Loss of a fellow doctor due to covid-19: a case of disenfranchised grief?

The grieving doctor has to be given space and time to grieve, both of which are difficult in our current healthcare environment, observe Sai Krishna Tikka, Deyashini Lahiri, and Vikas Bhatia

Among doctors, our satisfaction in helping others and the camaraderie we have with our colleagues are crucial to the care we provide. These two elements allow us to get through difficult times, but the covid-19 pandemic threatens to dismantle these two forms of support.
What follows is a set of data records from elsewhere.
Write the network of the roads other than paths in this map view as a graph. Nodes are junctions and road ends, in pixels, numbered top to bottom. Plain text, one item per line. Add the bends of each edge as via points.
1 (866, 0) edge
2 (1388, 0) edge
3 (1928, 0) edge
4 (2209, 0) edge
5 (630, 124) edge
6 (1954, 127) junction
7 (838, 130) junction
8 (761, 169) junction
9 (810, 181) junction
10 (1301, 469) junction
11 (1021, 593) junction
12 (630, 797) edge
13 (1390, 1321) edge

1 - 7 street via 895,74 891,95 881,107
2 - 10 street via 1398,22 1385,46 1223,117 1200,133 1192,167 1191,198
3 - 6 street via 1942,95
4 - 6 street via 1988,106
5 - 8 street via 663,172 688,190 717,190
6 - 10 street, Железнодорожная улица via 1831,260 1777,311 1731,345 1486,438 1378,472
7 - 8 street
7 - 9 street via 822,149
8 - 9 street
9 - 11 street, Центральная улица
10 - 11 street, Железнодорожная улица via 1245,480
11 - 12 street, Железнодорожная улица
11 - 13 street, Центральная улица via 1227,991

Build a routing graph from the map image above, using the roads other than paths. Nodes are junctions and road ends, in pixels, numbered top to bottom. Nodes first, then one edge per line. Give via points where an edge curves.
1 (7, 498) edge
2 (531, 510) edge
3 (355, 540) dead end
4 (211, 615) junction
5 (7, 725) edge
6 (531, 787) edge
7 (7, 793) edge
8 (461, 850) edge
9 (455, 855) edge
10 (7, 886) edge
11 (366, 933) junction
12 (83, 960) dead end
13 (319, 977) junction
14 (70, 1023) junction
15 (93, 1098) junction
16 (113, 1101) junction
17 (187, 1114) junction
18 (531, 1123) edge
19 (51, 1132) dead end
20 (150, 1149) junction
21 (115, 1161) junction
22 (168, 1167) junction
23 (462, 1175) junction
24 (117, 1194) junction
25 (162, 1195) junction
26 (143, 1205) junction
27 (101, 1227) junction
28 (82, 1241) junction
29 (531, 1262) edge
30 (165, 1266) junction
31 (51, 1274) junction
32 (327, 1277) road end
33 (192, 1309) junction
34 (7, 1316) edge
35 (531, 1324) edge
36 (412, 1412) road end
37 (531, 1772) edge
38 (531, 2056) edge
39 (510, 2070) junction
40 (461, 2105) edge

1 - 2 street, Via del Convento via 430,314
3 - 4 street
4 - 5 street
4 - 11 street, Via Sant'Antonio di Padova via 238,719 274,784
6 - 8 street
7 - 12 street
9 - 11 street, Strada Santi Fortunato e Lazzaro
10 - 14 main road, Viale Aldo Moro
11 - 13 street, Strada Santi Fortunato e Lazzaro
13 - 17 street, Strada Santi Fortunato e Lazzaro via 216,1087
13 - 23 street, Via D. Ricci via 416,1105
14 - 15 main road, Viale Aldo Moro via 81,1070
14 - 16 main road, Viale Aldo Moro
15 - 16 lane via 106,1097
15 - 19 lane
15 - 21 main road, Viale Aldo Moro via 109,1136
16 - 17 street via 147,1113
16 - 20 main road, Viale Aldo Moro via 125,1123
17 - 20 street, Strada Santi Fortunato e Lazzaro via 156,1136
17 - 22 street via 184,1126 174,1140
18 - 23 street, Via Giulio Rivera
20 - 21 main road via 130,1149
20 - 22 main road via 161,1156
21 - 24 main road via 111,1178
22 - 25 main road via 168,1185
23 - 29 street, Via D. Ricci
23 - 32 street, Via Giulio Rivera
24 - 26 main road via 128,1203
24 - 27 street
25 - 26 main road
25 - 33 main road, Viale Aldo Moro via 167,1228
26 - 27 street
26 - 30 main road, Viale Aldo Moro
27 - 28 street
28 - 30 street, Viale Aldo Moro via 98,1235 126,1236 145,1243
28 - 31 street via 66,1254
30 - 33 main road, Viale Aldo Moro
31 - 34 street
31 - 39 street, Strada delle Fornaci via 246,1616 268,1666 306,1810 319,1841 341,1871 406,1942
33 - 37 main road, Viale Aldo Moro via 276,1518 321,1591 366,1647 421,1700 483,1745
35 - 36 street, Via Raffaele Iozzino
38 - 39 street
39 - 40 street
The covid-19 pandemic has overwhelmed many countries’ healthcare systems, with India particularly hard hit this spring. It poses numerous moral challenges to doctors experiencing the deaths of patients. They have to navigate breaking the news of a patient’s death to family and friends while behind a layer of personal protective equipment or speaking remotely,1 as well as dealing with the loss of their patients themselves, which is often termed “physician grief.”2 

Doctors lost patients, but they also lost colleagues too. By late June it had been reported that the second wave of the covid-19 pandemic in India had already claimed the lives of about 798 doctors,3 taking the total number of doctors who had died in India due to covid-19 to more than 1500. These deaths don’t just represent a personal loss, they also cause a ripple effect of grief among the doctors and colleagues who worked alongside the individuals. During the prevailing second wave of the covid-19 pandemic in India, where the primary focus has been on “bringing down the curve,” there has barely been the space to notice, let alone acknowledge, a doctor’s grief for a fellow doctor’s death. Before the pandemic there had been reports framing physician grief as “disenfranchised grief”4 but we’d argue that this term now fits doctors’ experiences more than ever.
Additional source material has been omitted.